Exercise prompt
The reply has to be a number alone, equal to how many lines in the entries below hold the string "יהושוע".
Content starts
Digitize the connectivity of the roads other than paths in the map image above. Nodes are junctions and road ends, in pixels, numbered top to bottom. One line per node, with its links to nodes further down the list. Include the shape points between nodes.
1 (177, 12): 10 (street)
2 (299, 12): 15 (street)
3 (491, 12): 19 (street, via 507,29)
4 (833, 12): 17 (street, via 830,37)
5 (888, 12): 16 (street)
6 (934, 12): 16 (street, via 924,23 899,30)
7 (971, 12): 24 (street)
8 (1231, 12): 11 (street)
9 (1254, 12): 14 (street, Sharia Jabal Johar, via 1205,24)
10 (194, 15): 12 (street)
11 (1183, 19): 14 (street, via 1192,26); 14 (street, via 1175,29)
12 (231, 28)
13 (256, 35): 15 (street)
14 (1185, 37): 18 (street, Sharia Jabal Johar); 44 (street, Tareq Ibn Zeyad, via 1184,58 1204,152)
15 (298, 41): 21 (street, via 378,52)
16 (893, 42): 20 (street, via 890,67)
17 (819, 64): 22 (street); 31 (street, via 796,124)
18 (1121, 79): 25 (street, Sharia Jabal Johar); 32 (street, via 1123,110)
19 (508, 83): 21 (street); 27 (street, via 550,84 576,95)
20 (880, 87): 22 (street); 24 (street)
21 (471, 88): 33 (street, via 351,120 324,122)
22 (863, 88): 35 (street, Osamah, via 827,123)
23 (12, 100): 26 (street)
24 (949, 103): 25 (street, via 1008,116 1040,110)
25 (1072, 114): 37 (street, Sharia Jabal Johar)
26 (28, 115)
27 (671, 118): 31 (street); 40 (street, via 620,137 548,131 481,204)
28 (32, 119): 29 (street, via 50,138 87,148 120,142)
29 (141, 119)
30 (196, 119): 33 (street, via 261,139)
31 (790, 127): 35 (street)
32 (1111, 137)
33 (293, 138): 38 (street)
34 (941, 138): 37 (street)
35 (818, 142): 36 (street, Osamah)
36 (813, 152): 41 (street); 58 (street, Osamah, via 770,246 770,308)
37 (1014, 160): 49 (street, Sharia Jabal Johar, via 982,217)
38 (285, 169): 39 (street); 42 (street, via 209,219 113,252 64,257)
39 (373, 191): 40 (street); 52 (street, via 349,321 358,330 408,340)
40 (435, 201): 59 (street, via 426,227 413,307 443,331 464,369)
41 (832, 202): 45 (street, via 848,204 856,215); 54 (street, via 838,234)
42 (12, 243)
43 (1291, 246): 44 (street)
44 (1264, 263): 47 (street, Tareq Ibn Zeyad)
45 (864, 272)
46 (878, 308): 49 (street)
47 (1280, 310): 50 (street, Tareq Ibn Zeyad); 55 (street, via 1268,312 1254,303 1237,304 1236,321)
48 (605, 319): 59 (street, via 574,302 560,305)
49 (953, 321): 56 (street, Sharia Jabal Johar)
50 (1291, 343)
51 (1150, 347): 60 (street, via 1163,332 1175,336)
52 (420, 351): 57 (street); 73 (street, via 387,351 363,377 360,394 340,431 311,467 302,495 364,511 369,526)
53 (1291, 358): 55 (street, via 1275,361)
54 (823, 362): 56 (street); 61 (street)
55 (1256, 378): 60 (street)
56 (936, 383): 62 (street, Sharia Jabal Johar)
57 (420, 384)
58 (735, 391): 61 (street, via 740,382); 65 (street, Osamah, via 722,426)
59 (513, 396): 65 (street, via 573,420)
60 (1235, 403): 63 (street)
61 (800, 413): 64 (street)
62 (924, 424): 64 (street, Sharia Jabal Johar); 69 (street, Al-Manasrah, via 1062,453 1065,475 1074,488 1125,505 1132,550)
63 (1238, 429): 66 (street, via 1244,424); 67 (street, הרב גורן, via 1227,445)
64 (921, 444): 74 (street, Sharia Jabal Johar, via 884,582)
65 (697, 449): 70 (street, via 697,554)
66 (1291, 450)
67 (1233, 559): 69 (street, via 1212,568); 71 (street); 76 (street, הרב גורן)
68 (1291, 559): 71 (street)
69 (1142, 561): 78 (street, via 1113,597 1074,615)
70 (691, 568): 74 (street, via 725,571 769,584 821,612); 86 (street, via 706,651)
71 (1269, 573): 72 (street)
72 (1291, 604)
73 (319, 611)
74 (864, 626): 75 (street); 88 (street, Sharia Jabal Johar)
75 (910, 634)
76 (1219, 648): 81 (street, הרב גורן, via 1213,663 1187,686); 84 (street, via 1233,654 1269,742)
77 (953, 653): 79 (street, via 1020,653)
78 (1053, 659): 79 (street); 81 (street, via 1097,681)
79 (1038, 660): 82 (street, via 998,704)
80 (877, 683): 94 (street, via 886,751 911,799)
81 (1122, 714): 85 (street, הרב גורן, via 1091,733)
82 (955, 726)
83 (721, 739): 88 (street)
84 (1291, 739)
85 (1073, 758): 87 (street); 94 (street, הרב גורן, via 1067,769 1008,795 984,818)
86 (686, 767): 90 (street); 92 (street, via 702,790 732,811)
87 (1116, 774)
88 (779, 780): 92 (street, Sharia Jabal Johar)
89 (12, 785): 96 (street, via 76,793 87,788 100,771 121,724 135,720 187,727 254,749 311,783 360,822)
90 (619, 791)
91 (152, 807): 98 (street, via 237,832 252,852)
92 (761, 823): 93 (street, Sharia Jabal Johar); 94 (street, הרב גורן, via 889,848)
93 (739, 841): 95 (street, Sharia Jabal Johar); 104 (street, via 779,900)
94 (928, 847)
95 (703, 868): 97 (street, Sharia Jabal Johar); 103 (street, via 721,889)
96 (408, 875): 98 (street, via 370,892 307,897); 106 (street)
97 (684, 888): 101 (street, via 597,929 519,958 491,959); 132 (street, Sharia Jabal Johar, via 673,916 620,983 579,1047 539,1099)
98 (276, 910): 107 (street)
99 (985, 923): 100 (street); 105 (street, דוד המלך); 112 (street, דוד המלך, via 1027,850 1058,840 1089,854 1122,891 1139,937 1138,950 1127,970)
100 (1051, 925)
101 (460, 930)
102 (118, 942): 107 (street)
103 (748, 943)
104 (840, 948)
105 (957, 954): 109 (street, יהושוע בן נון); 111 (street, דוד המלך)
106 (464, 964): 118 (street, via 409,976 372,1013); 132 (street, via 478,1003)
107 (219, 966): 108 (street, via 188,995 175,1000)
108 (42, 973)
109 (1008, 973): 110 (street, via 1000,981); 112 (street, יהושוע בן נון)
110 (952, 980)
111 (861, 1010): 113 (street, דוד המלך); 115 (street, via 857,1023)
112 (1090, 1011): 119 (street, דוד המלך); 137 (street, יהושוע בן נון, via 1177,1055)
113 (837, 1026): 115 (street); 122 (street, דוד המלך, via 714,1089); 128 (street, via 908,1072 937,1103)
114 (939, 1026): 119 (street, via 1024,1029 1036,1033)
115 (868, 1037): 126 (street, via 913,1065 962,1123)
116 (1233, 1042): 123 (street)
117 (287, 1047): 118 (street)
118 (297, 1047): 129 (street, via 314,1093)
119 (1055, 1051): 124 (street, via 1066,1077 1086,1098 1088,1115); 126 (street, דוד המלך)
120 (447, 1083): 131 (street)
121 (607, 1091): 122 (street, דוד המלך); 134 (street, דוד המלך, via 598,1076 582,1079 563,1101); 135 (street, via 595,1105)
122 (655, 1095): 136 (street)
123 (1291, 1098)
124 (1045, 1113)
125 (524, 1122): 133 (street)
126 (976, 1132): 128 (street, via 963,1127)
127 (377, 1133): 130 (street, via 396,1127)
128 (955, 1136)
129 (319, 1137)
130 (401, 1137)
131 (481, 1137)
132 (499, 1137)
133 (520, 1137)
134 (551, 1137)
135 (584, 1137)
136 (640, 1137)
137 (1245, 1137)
Content ends
Reply
3